Iran-Pakistan-India Pipeline: A view from Washington

In normal times, a pipeline connecting India and Pakistan would have been welcome news in Washington. There is nothing like a multibillion dollar joint economic project to create interdependence and hence reduce tension between South Asia's two traditionally adversarial nuclear powers. But these are not normal times and with the risk of war in South Asia greatly diminished, America's top foreign policy priority is preventing the proliferation of terrorism, radical Islam and, above all, nuclear weapons.
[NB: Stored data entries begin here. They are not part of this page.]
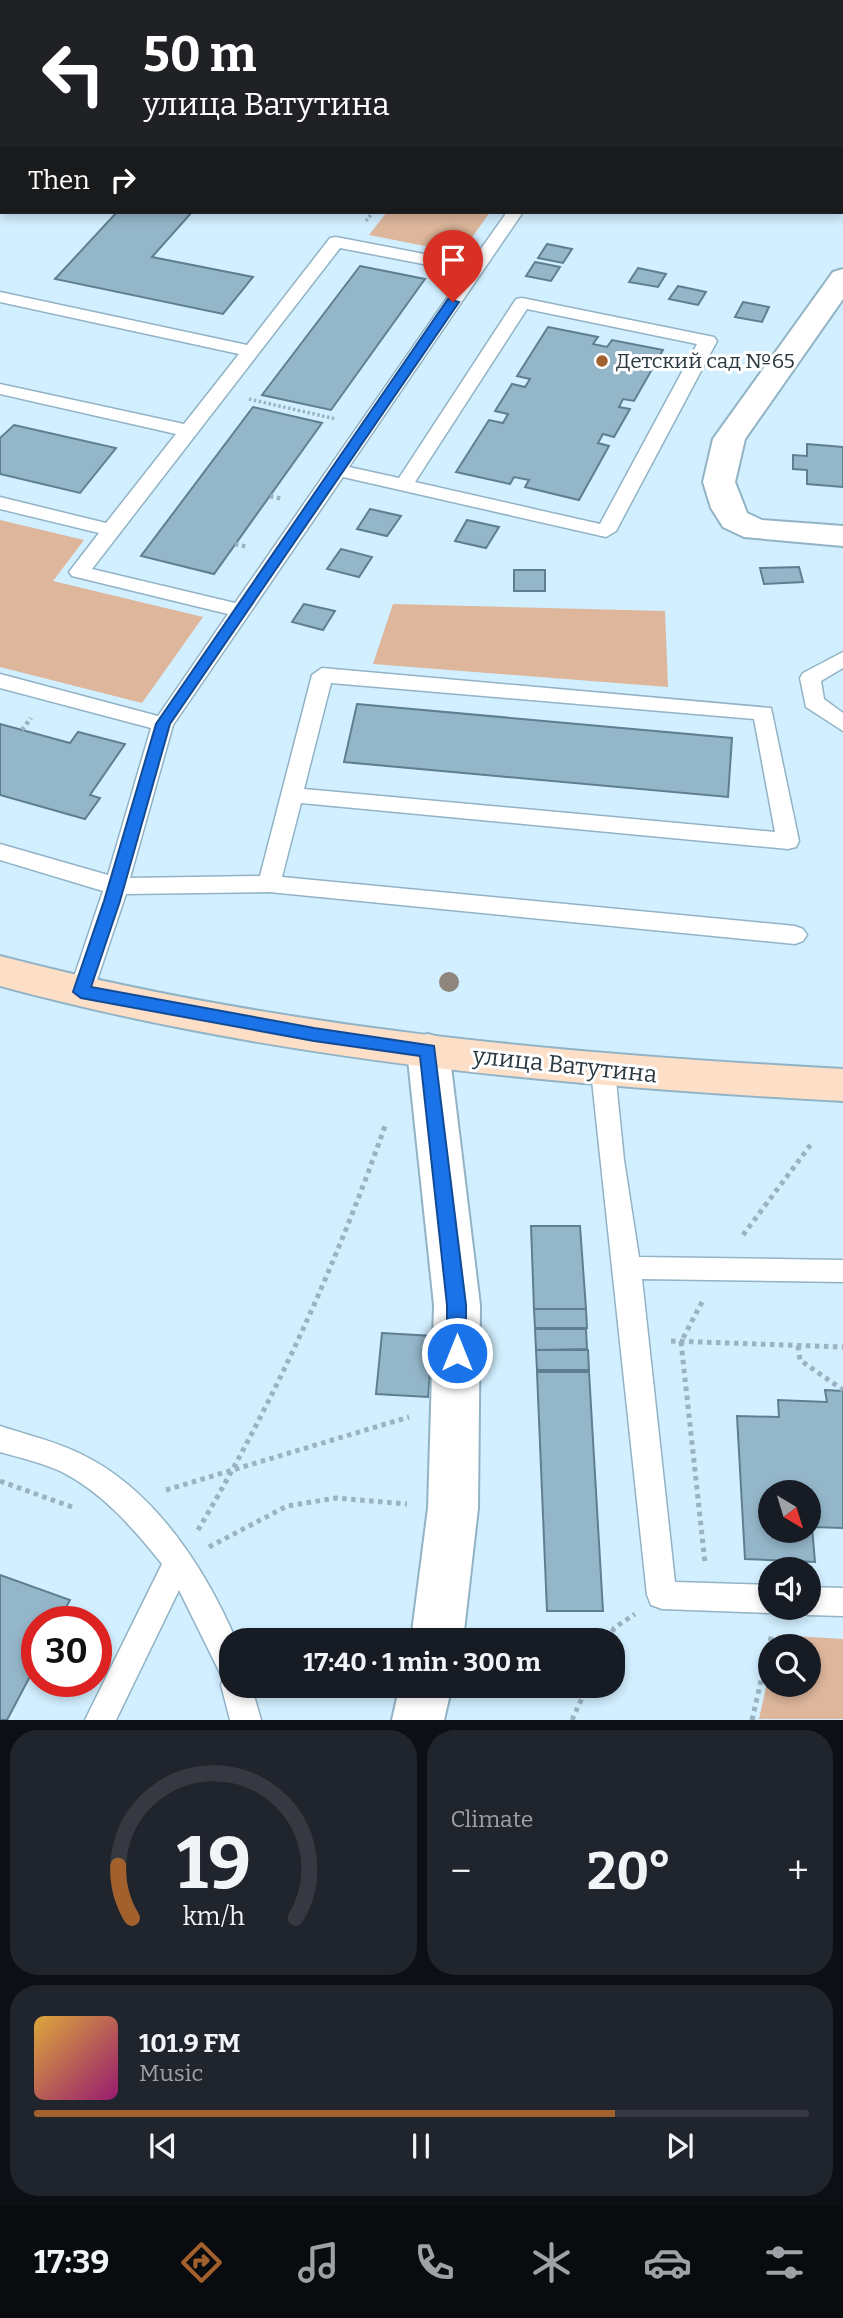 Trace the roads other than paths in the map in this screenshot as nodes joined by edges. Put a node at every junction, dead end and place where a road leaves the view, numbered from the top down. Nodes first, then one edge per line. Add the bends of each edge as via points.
1 (514, 214) edge
2 (475, 270) junction
3 (843, 278) edge
4 (0, 297) edge
5 (251, 351) junction
6 (0, 389) edge
7 (188, 431) junction
8 (337, 470) junction
9 (404, 485) junction
10 (0, 503) edge
11 (111, 530) junction
12 (843, 536) edge
13 (240, 611) junction
14 (843, 659) edge
15 (0, 681) edge
16 (163, 724) junction
17 (843, 724) edge
18 (291, 795) junction
19 (0, 852) edge
20 (269, 884) junction
21 (116, 886) junction
22 (795, 935) dead end
23 (0, 971) edge
24 (81, 992) junction
25 (428, 1050) junction
26 (603, 1071) junction
27 (843, 1085) edge
28 (628, 1268) junction
29 (843, 1271) edge
30 (0, 1439) edge
31 (177, 1564) junction
32 (821, 1601) edge
33 (843, 1602) edge
34 (758, 1608) edge
35 (439, 1628) edge
36 (219, 1641) edge
37 (240, 1698) edge
38 (423, 1698) edge
39 (100, 1720) edge
40 (246, 1720) edge
41 (418, 1720) edge

1 - 2 lane
2 - 5 lane via 336,242
2 - 8 lane
3 - 12 street via 729,439 719,482 735,520 756,530
4 - 5 lane
5 - 7 lane
6 - 7 lane
7 - 11 lane
8 - 9 lane
8 - 13 lane
9 - 9 lane via 606,531 708,341 522,303
10 - 11 lane
11 - 13 lane via 79,572
13 - 16 lane
14 - 17 lane via 810,678 814,702
15 - 16 lane
16 - 21 lane
18 - 18 lane via 322,675 763,713 788,841
18 - 20 lane
19 - 21 lane
20 - 21 lane
20 - 22 lane
21 - 24 lane
23 - 24 main road, улица Ватутина
24 - 25 main road, улица Ватутина
25 - 26 main road, улица Ватутина
25 - 35 street via 457,1305 453,1508
26 - 27 main road, улица Ватутина
26 - 28 lane
28 - 29 lane
28 - 34 lane via 662,1595
30 - 31 lane via 81,1467 125,1502
31 - 36 lane via 195,1589
31 - 39 lane
32 - 33 lane
37 - 40 lane
38 - 41 street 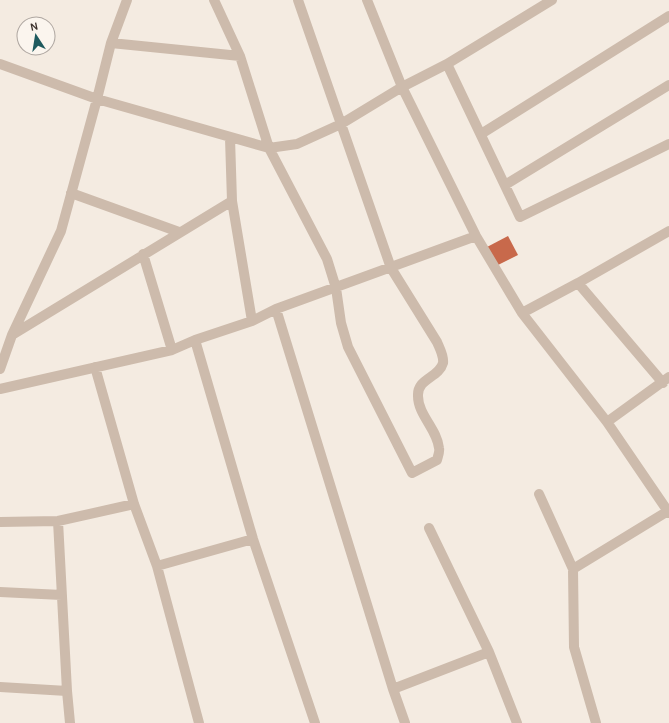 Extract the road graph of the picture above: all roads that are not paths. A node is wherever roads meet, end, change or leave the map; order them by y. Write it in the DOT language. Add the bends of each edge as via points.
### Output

In this, the prime challenge is Iran, which defies the international community by developing nuclear capabilities, supplies militias in Iraq with weapons used to kill American troops, trains and funds groups like Hizballah and Hamas and calls for Israel to be "wiped off the map". This is why the planned US$7 billion Iran-Pakistan-India (IPI) natural gas pipeline which would provide the Islamic Republic an economic lifeline at a time when the US and its European allies are trying to weaken it economically and also create an unbreakable long term political and economic dependence of India and Pakistan on one of the world's most dangerous regimes is not to Washington's liking.

The proposed 2,600-kilometer pipeline which is currently moving into high gear puts both Pakistan and India in the front line of an economic war currently taking place between Washington and Tehran. America's strategy to weaken the Iranian regime can only succeed through a multinational effort to cut investment in Iran's energy sector.

Despite its vast oil and gas reserves Iran is suffering a staggering decline in oil exports caused by lack of investment by foreign energy companies. Sanctions originally imposed in 1995 by President Bill Clinton and renewed by President Bush prohibit US companies and their foreign subsidiaries from conducting business with Iran, while banning the financing of the development of the country's energy resources. In addition, the US Iran-Libya Sanctions Act (ILSA) of 1996 imposes sanctions on non-US companies investing more than US$20 million annually in the Iranian oil and natural gas sectors. The 2006 Iran Freedom Act (IFSA) extended ILSA until December 2011. As a result of these sanctions, investment in Iran's energy sector has plummeted, and Iran exports 2.34 million barrels of oil per day, about 300,000 barrels below its OPEC quota.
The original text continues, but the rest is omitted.